◆ **Exercise details**:
An exact copy of the data is required; the images should not appear in it.

==== Exercise input ====

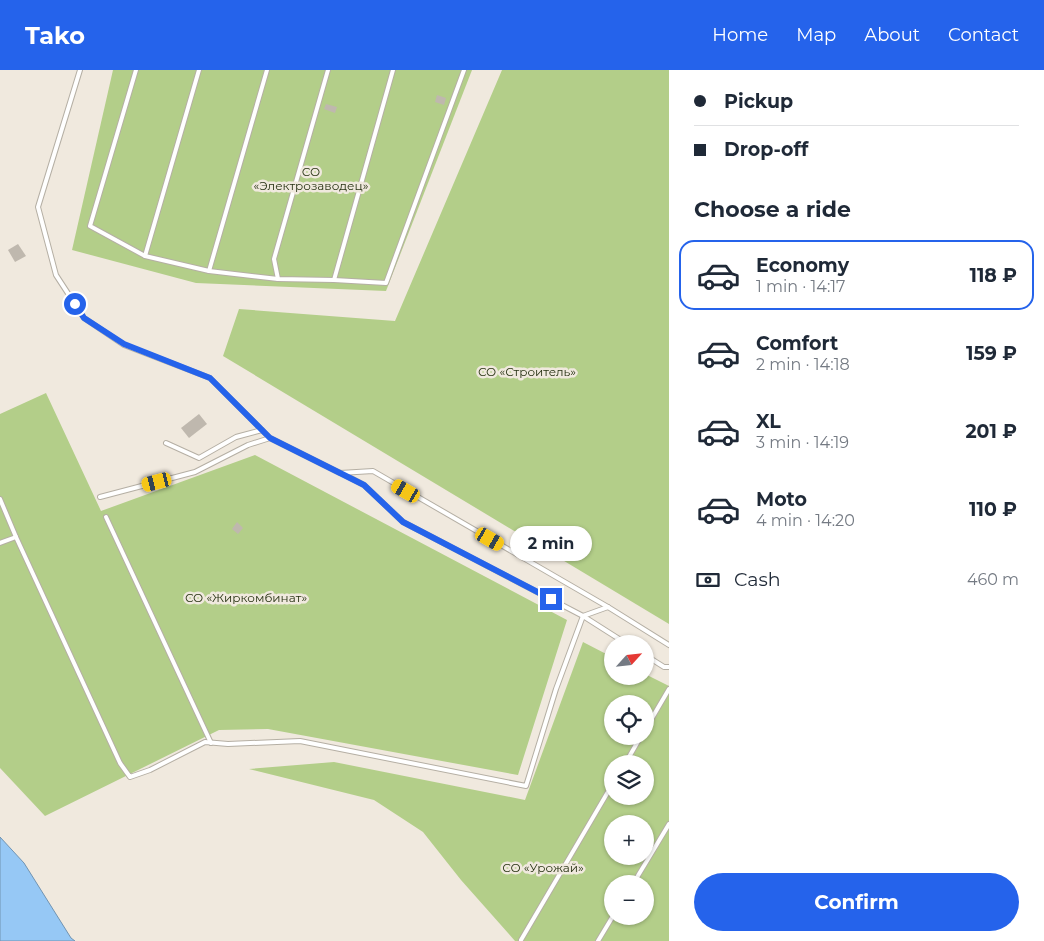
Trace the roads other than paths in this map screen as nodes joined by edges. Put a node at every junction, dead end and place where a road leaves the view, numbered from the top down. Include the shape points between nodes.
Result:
1 (80, 70) edge
2 (136, 70) edge
3 (199, 70) edge
4 (266, 70) edge
5 (328, 70) edge
6 (393, 70) edge
7 (464, 70) edge
8 (144, 256) junction
9 (209, 271) junction
10 (278, 279) junction
11 (334, 280) junction
12 (262, 430) junction
13 (270, 438) junction
14 (166, 443) dead end
15 (340, 473) junction
16 (100, 496) dead end
17 (0, 499) edge
18 (106, 517) dead end
19 (16, 538) junction
20 (0, 543) edge
21 (608, 607) junction
22 (583, 616) junction
23 (613, 635) edge
24 (669, 645) edge
25 (654, 661) edge
26 (669, 667) edge
27 (669, 689) edge
28 (654, 715) edge
29 (211, 743) junction
30 (604, 799) edge
31 (669, 824) edge
32 (638, 875) edge
33 (608, 925) edge
34 (521, 940) dead end
35 (598, 941) edge

1 - 12 lane via 38,207 56,274 84,318 124,344 210,378
2 - 8 lane via 90,226
3 - 8 lane
4 - 9 lane
5 - 10 lane via 274,259
6 - 11 lane
7 - 11 lane via 386,283
8 - 9 lane
9 - 10 lane
10 - 11 lane
12 - 13 lane
12 - 14 lane via 236,437 199,458
13 - 15 lane
13 - 16 lane via 248,445 195,472
15 - 21 lane via 373,471
15 - 22 lane via 364,485 403,522
17 - 19 lane
18 - 29 lane
19 - 20 lane
19 - 29 lane via 120,763 130,777 205,742
21 - 22 lane
21 - 24 lane
22 - 23 lane
22 - 29 lane via 526,786 300,741
25 - 26 lane
27 - 28 lane
30 - 34 lane
31 - 32 lane
33 - 35 lane

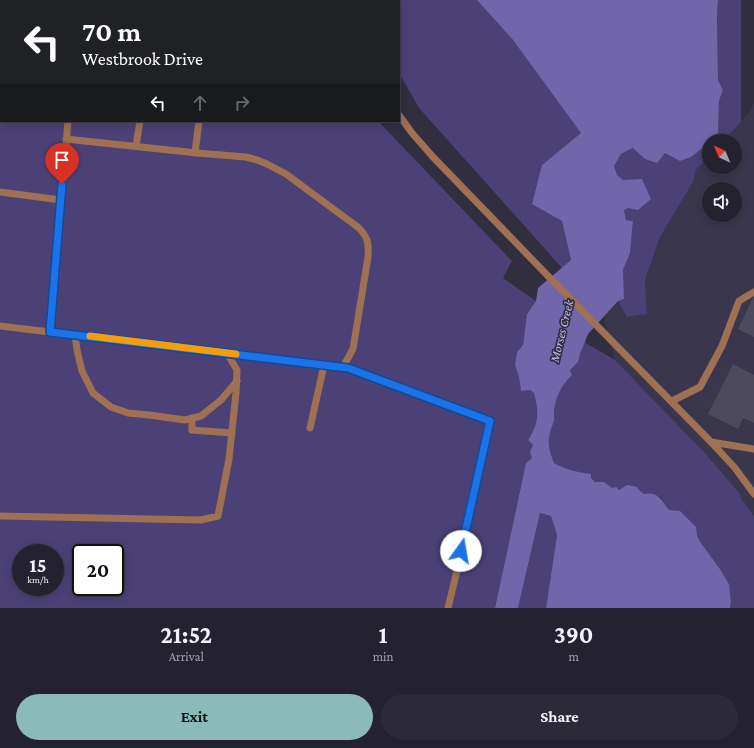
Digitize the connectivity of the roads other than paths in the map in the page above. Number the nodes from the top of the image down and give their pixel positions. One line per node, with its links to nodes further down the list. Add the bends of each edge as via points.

====

◆ **Solution**:
Trace the roads other than paths in this map screen as nodes joined by edges. Put a node at every junction, dead end and place where a road leaves the view, numbered from the top down. Include the shape points between nodes.
Result:
1 (80, 70) edge
2 (136, 70) edge
3 (199, 70) edge
4 (266, 70) edge
5 (328, 70) edge
6 (393, 70) edge
7 (464, 70) edge
8 (144, 256) junction
9 (209, 271) junction
10 (278, 279) junction
11 (334, 280) junction
12 (262, 430) junction
13 (270, 438) junction
14 (166, 443) dead end
15 (340, 473) junction
16 (100, 496) dead end
17 (0, 499) edge
18 (106, 517) dead end
19 (16, 538) junction
20 (0, 543) edge
21 (608, 607) junction
22 (583, 616) junction
23 (613, 635) edge
24 (669, 645) edge
25 (654, 661) edge
26 (669, 667) edge
27 (669, 689) edge
28 (654, 715) edge
29 (211, 743) junction
30 (604, 799) edge
31 (669, 824) edge
32 (638, 875) edge
33 (608, 925) edge
34 (521, 940) dead end
35 (598, 941) edge

1 - 12 lane via 38,207 56,274 84,318 124,344 210,378
2 - 8 lane via 90,226
3 - 8 lane
4 - 9 lane
5 - 10 lane via 274,259
6 - 11 lane
7 - 11 lane via 386,283
8 - 9 lane
9 - 10 lane
10 - 11 lane
12 - 13 lane
12 - 14 lane via 236,437 199,458
13 - 15 lane
13 - 16 lane via 248,445 195,472
15 - 21 lane via 373,471
15 - 22 lane via 364,485 403,522
17 - 19 lane
18 - 29 lane
19 - 20 lane
19 - 29 lane via 120,763 130,777 205,742
21 - 22 lane
21 - 24 lane
22 - 23 lane
22 - 29 lane via 526,786 300,741
25 - 26 lane
27 - 28 lane
30 - 34 lane
31 - 32 lane
33 - 35 lane

Digitize the connectivity of the roads other than paths in the map in the page above. Number the nodes from the top of the image down and give their pixel positions. One line per node, with its links to nodes further down the list. Add the bends of each edge as via points.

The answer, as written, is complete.